Que sait-on de ce virus et pourrait-il être importé en Europe? Le point avec le professeur Philippe Brouqui, spécialiste des maladies infectieuses et tropicales de l'Institut Hospitalier Universitaire (IHU) Méditerranée infection.

Comment se transmet ce virus?

C'est un Filoviridae qui fait partie des fièvres hémorragiques. Son réservoir naturel est vraisemblablement des chauves-souris. La localisation est essentiellement l'Afrique centrale. Le mode de transmission le plus fréquent passe par les singes qui attrapent le virus et qui en meurent. C'est à partir des singes morts ou des animaux morts d'Ebola que l'homme se contamine dans un premier temps.

Les épidémies se propagent ensuite par contact interhumain, par le toucher de toutes les sécrétions du corps, le sang, les urines, les selles. La contagion se fait très souvent dans un contexte de soins, dans le milieu hospitalier par exemple, mais aussi dans un sens plus large, comme les soins de conservation des corps (NDLR: lors des rites funéraires).

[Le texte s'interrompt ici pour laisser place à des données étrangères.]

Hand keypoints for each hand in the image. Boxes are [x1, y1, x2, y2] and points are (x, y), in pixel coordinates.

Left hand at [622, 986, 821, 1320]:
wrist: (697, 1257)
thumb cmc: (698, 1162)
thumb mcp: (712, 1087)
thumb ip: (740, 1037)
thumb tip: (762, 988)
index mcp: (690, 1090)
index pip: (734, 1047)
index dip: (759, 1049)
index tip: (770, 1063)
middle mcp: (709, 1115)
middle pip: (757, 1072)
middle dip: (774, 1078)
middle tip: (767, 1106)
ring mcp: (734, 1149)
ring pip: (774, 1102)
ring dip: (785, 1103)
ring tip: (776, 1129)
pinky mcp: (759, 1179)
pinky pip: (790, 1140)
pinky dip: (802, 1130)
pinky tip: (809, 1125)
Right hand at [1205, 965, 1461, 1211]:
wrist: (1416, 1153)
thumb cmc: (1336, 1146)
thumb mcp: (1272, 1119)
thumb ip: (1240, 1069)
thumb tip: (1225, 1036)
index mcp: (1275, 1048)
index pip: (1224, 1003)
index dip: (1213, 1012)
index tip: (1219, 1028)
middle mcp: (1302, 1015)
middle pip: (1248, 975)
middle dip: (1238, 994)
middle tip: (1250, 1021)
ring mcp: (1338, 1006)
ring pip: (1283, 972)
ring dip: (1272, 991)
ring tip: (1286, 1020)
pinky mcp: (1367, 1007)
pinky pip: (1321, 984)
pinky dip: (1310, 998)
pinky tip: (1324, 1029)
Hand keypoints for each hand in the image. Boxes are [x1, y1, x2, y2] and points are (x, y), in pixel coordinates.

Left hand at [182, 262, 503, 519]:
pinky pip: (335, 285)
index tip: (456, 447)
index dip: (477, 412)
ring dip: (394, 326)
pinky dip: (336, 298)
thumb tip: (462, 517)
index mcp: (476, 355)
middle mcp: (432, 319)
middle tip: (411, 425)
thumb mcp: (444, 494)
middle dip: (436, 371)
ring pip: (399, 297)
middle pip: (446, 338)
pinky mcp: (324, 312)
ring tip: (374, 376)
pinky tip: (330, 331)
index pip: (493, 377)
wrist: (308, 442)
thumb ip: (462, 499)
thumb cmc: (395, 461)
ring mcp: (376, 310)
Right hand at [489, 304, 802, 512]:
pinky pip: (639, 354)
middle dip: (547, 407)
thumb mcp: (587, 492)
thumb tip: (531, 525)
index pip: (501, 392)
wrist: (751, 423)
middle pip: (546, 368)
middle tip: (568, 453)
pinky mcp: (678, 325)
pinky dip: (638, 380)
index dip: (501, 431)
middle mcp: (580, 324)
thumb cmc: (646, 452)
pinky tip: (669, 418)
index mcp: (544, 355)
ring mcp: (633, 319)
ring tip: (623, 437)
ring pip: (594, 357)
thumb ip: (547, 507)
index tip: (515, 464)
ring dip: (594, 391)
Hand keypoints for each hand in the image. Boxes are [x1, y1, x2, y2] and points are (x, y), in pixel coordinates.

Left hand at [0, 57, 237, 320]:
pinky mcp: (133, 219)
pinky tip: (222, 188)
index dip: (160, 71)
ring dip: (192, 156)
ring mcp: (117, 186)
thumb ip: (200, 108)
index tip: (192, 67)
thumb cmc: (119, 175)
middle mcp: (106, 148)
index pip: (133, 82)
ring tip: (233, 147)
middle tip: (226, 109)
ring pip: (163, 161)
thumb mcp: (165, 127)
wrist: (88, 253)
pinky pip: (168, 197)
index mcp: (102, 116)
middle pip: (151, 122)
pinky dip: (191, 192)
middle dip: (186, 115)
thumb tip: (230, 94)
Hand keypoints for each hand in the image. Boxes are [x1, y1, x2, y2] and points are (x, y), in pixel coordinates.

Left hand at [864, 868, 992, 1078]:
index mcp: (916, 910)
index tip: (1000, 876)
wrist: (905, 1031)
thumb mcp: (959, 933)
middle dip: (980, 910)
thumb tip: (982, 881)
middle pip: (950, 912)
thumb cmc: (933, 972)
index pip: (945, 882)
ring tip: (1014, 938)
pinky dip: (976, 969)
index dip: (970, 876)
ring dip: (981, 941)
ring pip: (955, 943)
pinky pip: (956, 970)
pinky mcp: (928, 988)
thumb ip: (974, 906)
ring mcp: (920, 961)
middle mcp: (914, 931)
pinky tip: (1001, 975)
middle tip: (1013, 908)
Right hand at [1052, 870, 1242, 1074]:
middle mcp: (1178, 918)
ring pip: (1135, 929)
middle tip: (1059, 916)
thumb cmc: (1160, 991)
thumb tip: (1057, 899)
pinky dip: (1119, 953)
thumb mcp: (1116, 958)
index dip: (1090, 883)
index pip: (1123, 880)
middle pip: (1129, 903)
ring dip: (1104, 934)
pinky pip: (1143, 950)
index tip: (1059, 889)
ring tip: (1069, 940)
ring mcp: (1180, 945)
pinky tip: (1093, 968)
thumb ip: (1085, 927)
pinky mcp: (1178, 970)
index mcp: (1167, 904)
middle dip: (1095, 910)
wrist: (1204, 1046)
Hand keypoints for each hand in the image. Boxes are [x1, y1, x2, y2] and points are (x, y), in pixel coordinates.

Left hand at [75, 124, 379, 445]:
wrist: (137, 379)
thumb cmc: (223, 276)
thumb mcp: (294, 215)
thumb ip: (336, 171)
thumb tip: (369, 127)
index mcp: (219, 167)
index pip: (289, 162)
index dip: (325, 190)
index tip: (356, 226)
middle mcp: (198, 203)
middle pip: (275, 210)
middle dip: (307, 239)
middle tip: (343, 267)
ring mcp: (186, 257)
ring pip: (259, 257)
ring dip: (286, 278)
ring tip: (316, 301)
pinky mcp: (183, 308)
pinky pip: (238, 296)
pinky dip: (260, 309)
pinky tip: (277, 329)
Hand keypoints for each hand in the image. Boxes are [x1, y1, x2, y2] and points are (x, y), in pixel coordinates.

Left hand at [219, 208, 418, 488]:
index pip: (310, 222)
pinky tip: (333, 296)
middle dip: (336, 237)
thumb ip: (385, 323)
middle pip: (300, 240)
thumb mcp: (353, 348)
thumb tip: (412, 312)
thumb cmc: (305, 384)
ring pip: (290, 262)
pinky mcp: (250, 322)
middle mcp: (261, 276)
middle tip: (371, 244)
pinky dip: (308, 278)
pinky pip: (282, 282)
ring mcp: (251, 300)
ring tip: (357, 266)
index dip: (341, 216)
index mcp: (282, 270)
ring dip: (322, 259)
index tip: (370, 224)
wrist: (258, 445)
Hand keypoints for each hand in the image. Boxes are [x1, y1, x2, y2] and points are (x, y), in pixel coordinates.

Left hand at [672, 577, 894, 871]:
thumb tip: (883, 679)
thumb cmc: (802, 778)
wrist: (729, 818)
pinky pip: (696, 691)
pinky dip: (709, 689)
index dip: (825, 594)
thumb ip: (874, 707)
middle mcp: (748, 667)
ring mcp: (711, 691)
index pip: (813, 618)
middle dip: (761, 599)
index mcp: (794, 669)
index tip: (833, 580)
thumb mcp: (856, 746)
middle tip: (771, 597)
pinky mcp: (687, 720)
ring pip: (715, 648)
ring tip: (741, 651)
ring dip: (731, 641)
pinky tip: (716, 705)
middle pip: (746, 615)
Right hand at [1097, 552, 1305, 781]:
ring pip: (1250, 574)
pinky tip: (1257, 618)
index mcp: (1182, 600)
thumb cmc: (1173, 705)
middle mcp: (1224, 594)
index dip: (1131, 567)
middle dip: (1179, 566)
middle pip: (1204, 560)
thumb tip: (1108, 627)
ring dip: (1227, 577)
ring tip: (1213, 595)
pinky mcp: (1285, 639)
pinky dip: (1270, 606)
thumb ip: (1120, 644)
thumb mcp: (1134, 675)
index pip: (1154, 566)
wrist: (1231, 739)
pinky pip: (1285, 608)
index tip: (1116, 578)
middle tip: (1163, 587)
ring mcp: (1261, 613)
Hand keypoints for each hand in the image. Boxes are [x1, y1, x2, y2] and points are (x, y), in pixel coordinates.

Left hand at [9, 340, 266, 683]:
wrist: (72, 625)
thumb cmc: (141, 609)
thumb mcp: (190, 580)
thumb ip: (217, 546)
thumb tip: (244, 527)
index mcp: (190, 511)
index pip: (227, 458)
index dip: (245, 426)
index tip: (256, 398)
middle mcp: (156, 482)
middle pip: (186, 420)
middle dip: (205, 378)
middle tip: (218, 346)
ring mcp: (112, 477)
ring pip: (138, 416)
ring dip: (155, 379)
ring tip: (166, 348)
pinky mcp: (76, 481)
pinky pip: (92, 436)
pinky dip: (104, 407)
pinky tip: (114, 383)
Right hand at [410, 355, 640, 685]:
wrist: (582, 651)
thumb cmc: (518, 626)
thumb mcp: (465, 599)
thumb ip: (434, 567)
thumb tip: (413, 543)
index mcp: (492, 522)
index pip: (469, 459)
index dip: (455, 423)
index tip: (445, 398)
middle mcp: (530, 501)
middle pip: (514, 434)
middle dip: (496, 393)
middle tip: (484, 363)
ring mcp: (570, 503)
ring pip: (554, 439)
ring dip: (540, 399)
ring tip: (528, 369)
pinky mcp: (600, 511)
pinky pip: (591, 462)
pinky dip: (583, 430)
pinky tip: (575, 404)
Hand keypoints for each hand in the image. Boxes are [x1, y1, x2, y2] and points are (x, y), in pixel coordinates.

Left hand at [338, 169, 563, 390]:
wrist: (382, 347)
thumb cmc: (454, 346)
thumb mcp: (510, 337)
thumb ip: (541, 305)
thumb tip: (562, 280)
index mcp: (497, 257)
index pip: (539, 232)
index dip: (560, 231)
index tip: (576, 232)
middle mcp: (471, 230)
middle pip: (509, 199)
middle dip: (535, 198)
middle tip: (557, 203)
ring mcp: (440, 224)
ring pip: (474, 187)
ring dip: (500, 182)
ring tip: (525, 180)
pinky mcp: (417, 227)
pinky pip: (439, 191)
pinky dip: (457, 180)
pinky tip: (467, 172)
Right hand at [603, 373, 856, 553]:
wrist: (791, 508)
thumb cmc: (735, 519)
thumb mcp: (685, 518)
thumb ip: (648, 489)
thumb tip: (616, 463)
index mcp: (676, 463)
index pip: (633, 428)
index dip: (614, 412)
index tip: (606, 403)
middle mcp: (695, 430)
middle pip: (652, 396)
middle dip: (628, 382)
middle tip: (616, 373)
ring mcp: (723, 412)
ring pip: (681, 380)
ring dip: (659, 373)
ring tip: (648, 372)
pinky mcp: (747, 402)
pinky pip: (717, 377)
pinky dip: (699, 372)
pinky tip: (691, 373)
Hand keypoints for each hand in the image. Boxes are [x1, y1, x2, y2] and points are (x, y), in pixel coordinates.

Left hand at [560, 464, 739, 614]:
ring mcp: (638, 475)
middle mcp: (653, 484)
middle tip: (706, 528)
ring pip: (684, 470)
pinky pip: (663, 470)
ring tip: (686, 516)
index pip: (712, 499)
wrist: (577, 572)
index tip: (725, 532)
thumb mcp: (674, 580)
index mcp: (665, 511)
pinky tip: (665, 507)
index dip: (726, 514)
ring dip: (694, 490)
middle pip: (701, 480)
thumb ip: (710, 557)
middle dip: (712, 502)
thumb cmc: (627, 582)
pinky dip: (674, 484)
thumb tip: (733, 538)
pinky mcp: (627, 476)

Pourquoi réapparaît-il en Afrique?

Avec l'épidémie actuelle, les scientifiques estiment que le départ se situe dans la zone frontalière entre le haut Liberia, Nigeria et la Guinée, mais peut-être que les cas répertoriés à Conakry sont des cas secondaires. Il s'agit sans doute de gens qui ont rejoint la capitale pour se faire soigner.

Pourquoi ce virus fait-il si peur?

Il fait peur pour deux raisons. D'une part, parce que c'est très rapide. La mort survient dans les sept ou huit jours. D'autre part, la mortalité est de l'ordre de 90%. Après, s'agissant des maladies chroniques, la rage atteint quant à elle les 100% de mortalité. Mais elle tue en plus de temps et ne cause pas d'épidémies (NDLR: elle peut aussi être prévenue par un vaccin pendant la période d'incubation). Les grosses épidémies d'Ebola ont tué jusqu'à 300 ou 400 personnes, qui sont mortes d'un seul coup.

Il y a-t-il un risque pour que l'épidémie se propage?

Je n'y crois pas vraiment, mais il y a tout de même une différence avec les épidémies précédentes. Jusqu'à présent, les voies de communication étaient peu développées et les épidémies étaient circonscrites assez rapidement. La différence cette année est que visiblement les gens ont voyagé, ils ont fait plus de 1.000 ou 2.000 kilomètres. Si les gens voyagent rapidement, alors pourquoi ne prendraient-ils pas un avion pour venir en Europe?

Comment a-t-on pu croire à un cas au Canada?

Au début de la maladie, la fièvre d'Ebola n'est pas typique, le malade a de la fièvre, des douleurs abdominales, il n'y a pas encore d'hémorragies. Au départ, on ne peut qu'avoir des suspicions en fonction des contacts possibles qu'a eus la personne. Pour arrêter un diagnostic, il faut faire un test. Ce cas suspect au Canada a fait beaucoup de buzz dans les médias, les suspicions non confirmées sont finalement très courantes.